UAA-Yale Debate: Catch the podcasts, and a coach debrief

by Kathleen McCoy  |   

If you weren't one of the 600 in the audience at the UAA-Yale Debate Thursday, March 20, at East High-don't feel left out! Thanks to Eric Baldwin of UAA, we are able to offer you an audio podcast of the full debate, including the very impressive one-minute citizen "floor speeches." Twenty-four of them, both pro and con. They come up in the recording at about minute 48.

The YouTube video is also up now; please enjoy yourself at this link.

In addition, here's what our debate coaches, Steve Johnson and Amie Stanley, offered by way of debrief on how the four debaters fared.

I met with the coaches Tuesday afternoon over at the Fireside Cafe. Steve needed coffee (revving up for debate practice 5:30-8:30 p.m. that same night.) With a south-facing office, Amie needed something chilled to combat the afternoon heat; a mango smoothie was just the ticket.



Yale's Sesenu Woldemariam and UAA's Matthew Stinson in action at last week's UAA-Yale exhibition debate.
Phil Hall/University of Alaska Anchorage

My first question was about the amount of eye-rolling and reactive gestures that both teams demonstrated during the debate. It felt more theatrical, a little less technical maybe, than UAA debates I had watched before. What did the coaches make of that?

"A lot of it is style," said Amie. "There is a certain balance and it can go too far. But BP (British Parliamentary debate) is meant to be an interactive audience format. Humor can go a long way toward making that connection with the audience. We just happened to have two sets of debaters geared toward that style, while we had very analytical debaters in previous years. Both fly, and I've seen both do really well."

"I did watch the video," Steve said. (Don't ask; he got stuck back stage and didn't actually get to watch the teams at work. He could hear though....) "And Sesenu (from Yale) is very expressive. Sam gets drawn into it with the asides and whispers and reactions during other people's speeches. Debate is theater. You can't get around that. It is argument empowered by presentation."

Audience voting

Amie said about a third of the audience participated in the pre-debate and post-debate opinion poll. Steve explained to the audience that the winning team would be the team that successfully persuaded the audience to change its views. Clearly, Yale managed to snag another 5 percent of the vote (from 36-42 percent) by the end of the debate, even though the majority of voters (53 percent in both polls) hung with UAA's defense of spending money on competitive athletics in public education.
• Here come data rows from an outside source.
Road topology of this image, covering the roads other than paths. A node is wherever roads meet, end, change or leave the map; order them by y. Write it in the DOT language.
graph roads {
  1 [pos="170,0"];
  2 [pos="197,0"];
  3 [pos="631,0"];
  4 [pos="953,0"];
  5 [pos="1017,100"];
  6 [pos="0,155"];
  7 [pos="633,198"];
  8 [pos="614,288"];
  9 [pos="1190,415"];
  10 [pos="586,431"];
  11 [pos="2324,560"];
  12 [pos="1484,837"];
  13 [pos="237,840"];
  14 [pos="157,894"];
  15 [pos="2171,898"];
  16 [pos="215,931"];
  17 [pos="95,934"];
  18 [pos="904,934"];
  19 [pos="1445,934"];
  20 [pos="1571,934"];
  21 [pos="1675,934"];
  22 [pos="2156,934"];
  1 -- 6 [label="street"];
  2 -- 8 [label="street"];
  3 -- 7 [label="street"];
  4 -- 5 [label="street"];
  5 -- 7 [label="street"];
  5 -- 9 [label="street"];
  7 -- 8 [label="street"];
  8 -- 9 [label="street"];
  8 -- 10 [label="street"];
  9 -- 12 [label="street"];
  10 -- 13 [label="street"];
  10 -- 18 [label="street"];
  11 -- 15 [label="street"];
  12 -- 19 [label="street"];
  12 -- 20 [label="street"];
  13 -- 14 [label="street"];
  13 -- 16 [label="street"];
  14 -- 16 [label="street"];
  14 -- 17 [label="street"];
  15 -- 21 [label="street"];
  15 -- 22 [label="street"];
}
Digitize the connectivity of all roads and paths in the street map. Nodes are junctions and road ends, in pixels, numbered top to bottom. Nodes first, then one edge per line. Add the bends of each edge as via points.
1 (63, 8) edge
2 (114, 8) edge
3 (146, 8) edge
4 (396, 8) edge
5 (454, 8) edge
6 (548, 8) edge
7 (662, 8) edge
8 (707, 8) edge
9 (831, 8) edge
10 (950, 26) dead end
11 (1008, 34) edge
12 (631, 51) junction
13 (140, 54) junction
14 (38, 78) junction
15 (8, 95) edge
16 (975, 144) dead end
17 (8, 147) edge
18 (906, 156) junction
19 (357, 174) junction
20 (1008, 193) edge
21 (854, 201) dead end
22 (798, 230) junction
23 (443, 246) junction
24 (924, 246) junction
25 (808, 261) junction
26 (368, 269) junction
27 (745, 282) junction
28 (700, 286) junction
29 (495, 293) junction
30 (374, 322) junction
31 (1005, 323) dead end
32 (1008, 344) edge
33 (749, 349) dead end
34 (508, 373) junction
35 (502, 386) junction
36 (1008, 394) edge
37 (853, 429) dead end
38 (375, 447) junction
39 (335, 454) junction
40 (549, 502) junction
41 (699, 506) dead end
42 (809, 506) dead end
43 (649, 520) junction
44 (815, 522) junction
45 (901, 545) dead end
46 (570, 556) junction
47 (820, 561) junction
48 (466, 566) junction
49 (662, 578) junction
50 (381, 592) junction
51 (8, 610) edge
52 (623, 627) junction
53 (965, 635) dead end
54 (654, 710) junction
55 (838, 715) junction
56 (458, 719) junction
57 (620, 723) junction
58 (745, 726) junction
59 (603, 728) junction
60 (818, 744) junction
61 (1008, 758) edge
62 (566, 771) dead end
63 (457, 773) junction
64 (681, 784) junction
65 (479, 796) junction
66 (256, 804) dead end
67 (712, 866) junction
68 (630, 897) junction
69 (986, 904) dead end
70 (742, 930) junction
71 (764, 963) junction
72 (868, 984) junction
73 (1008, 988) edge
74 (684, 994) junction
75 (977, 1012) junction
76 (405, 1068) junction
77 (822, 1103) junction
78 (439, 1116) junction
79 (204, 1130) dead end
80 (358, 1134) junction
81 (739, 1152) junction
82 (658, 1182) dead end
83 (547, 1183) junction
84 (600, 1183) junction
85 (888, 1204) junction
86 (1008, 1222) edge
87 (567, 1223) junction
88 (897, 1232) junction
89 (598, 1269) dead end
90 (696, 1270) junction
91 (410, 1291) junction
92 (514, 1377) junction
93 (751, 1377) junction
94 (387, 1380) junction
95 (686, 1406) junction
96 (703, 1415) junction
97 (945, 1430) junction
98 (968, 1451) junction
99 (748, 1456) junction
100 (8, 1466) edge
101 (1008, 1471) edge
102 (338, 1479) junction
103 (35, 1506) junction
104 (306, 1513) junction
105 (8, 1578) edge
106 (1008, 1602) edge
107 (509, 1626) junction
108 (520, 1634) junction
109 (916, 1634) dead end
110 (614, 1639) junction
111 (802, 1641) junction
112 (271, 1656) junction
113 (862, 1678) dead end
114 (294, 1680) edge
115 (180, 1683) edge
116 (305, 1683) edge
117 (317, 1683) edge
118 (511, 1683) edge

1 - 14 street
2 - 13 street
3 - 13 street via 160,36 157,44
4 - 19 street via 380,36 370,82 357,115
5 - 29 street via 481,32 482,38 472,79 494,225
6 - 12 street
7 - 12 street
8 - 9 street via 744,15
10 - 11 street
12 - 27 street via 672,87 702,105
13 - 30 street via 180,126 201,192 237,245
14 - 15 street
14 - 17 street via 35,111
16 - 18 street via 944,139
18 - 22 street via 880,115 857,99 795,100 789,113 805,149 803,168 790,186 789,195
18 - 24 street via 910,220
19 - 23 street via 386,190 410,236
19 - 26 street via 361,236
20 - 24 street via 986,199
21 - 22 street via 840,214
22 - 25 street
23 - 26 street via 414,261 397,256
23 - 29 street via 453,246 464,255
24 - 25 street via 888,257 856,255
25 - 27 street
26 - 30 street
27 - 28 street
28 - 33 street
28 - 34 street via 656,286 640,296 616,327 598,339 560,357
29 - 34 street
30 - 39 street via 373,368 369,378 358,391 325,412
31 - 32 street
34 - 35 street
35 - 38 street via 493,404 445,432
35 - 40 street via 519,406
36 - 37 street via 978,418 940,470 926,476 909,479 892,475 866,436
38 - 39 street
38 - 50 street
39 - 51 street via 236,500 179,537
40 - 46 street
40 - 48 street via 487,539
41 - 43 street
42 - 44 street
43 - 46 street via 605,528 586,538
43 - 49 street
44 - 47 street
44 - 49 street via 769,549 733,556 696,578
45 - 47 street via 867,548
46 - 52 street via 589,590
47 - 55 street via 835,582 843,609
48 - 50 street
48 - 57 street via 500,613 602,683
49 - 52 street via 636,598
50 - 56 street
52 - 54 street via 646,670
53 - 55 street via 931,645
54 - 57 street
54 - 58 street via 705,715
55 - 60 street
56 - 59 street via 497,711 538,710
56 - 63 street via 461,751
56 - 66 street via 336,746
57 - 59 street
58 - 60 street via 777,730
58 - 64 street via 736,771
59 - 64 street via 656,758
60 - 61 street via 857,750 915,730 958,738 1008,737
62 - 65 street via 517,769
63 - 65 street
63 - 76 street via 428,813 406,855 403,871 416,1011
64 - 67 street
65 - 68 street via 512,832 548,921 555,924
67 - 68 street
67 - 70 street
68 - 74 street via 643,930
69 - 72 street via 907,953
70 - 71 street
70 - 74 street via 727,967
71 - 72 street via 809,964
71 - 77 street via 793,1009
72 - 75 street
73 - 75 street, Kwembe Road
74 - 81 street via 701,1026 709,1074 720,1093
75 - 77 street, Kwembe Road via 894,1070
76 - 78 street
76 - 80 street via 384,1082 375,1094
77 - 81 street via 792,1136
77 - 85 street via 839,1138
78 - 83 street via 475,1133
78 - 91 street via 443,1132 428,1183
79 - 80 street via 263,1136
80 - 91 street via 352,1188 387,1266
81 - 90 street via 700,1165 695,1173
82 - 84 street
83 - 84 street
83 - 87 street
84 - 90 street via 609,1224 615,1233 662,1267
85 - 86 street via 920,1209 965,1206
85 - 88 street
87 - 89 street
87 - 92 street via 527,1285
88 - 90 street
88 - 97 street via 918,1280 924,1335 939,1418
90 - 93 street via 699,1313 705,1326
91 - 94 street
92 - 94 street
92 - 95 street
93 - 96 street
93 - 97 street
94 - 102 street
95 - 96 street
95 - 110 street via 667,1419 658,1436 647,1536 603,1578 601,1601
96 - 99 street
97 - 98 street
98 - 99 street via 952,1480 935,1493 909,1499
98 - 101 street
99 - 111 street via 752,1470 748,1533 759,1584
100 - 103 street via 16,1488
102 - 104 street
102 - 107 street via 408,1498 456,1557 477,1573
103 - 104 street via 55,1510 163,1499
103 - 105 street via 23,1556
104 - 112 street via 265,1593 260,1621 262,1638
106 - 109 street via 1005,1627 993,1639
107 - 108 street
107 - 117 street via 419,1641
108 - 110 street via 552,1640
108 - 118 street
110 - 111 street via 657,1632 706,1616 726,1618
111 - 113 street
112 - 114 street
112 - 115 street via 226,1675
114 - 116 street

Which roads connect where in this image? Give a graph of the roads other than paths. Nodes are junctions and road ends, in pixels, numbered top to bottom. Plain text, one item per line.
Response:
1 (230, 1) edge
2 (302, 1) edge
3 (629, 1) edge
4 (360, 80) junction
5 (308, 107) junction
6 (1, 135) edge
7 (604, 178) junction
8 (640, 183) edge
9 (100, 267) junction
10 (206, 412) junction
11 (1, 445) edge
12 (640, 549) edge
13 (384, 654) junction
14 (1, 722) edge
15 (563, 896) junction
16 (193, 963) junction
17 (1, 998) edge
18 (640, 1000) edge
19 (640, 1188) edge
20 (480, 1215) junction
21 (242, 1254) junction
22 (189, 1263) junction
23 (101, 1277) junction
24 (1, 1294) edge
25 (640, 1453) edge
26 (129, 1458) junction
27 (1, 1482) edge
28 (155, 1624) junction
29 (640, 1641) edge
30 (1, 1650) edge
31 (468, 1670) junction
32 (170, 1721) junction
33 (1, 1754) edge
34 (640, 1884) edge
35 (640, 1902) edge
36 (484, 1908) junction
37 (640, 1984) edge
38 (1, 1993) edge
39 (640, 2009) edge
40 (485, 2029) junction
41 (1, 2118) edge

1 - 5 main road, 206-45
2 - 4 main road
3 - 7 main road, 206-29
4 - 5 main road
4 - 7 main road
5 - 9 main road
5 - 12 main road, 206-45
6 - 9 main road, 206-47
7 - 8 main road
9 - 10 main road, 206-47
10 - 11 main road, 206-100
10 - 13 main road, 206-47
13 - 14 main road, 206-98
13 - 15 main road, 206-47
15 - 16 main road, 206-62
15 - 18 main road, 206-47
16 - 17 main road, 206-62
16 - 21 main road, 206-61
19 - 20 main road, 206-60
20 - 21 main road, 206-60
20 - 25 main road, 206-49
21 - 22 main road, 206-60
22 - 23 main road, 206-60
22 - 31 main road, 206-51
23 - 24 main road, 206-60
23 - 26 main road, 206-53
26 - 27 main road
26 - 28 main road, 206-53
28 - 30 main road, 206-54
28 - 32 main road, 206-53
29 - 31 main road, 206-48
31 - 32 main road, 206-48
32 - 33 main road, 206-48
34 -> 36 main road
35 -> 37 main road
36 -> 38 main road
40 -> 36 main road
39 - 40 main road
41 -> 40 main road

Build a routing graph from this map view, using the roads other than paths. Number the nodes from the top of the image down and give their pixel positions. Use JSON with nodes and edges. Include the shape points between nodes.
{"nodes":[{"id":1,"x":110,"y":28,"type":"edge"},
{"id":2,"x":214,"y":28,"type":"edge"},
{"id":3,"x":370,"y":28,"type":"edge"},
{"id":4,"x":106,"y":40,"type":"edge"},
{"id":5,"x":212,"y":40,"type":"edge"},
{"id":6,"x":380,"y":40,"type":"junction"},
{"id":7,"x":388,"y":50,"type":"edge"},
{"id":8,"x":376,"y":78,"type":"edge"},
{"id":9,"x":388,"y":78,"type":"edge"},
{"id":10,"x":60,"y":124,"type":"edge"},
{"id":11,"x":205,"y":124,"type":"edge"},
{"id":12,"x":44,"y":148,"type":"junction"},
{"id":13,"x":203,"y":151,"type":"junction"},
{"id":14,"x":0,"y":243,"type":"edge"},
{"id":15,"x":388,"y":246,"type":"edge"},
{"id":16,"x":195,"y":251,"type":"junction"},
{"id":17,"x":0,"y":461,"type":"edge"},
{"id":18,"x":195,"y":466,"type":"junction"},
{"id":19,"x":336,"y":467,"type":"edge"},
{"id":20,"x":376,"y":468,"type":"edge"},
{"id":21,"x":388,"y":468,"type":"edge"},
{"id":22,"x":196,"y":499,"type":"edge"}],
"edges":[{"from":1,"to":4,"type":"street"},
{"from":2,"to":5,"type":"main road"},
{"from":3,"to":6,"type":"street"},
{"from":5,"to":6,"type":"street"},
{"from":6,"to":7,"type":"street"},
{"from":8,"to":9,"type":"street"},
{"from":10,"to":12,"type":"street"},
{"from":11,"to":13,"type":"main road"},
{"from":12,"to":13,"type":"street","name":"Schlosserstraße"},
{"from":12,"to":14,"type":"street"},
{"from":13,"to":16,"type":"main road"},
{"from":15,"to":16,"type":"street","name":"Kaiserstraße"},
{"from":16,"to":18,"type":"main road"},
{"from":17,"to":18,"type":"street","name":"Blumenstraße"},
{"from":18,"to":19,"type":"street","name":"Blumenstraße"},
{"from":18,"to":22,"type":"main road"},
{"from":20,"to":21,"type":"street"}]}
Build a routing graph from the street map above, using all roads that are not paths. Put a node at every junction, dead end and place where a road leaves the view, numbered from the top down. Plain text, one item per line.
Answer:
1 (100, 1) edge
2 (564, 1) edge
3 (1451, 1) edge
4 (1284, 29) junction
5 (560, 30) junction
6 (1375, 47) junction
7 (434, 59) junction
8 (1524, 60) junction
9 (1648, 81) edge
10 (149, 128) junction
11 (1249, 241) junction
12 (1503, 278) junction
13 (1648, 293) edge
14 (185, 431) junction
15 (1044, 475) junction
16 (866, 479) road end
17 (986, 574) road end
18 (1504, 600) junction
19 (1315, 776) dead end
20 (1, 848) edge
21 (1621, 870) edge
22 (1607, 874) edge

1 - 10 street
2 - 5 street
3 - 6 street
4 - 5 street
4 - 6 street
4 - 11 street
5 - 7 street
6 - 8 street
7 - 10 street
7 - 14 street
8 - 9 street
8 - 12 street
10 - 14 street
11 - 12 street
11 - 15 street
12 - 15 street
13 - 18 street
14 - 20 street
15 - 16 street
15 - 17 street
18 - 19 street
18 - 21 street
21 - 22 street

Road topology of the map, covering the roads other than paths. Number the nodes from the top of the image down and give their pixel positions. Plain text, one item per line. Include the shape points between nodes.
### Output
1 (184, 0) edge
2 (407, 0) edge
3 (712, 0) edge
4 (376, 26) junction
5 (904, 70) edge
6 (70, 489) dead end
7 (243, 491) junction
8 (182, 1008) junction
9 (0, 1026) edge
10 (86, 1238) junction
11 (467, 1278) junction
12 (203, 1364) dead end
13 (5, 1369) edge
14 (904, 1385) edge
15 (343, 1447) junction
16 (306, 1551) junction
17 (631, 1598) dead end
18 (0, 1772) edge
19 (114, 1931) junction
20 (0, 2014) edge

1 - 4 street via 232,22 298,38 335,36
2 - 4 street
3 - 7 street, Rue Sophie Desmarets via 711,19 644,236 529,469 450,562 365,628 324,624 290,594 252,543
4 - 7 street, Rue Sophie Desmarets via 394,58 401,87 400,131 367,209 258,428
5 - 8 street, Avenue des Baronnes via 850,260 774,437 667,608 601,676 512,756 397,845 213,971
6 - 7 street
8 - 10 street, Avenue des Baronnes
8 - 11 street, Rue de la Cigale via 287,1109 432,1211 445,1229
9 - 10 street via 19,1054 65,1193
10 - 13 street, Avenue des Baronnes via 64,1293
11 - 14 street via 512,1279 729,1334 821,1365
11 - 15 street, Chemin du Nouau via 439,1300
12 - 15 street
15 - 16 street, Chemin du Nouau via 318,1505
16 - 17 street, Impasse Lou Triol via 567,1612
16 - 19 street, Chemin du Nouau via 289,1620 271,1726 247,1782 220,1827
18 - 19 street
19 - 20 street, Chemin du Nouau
UAA Debate just started this polling opportunity for the audience this year.

Steve: "I went to an IQ Squared debate in New York last November. They used the same format, polling before and after. They declared the winner based on the audience's shift in attitude. I was interested in giving that a shot. We do it on all our public debates."

"It changes the calculus of the debaters. I didn't tell Yale how the debate would be decided. But when we presented them with the option of choosing sides, they immediately asked to take the argument against funding athletics. Their rationale was that they enjoy taking the hard side of the debate in public debates. They knew by the pre-audience vote, they knew they were swimming upstream. It's better to take the downside because you have more of an opportunity to move the audience. That was evidenced by UAA's side, starting out with 53 percent of the vote and ending up with 53 percent of the vote."

Critique the teams


L-R: Brittany Bennett (UAA), Sam Ward-Packard (Yale), Sesenu Woldemariam (Yale), Matthew Stinson (UAA).
Phil Hall/University of Alaska Anchorage

Steve: "UAA could have expressed some of the arguments we planned a little bit better. The argument that ... athletics provides an important safety net for students who might not be academically engaged, so it must be preserved. Yale was pretty easily able to re-characterize that as 'there are lots of good things that keep students involved, but we can't fund them all. (Remember the fois gras in the cafeteria?) Posing that constraint on that decision was effective for them to do. By saying there are lots of things that are good for students, but we can't afford them, made our position, that athletics has good outcomes, more suspect."

Is the audience getting better at delivering floor speeches?

Steve: "The number one piece of feedback I've gotten is how well the audience's speeches went."

Amie: "The level of commentary was so much higher."


About 600 people attended the UAA-Yale Debate on March 20. Several audience members delivered one-minute floor speeches on the debate topic.
Phil Hall/University of Alaska Anchorage

Both agreed that the audience was primed for the topic since many in Anchorage and Alaska are thinking about schools and school funding. They are reading about it and engaged in the discussion, so we heard some very  reasoned commentary about the topic in floor speeches.

Steve: "Amie really nailed it. I think we drew in a crowd who tends to be articulate. We drew in a crowd of teachers. Boy, that one teacher who stood up and listed all the different club opportunities and how if you don't pursue club sports you aren't going be selected for the competitive teams.... I was like 'Wow!' That's a great argument."

Steve and Amie also noted that about a quarter of the floor speeches were delivered by high school debaters, a tribute to their work in the community to coach high school, and now middle school, debate teams.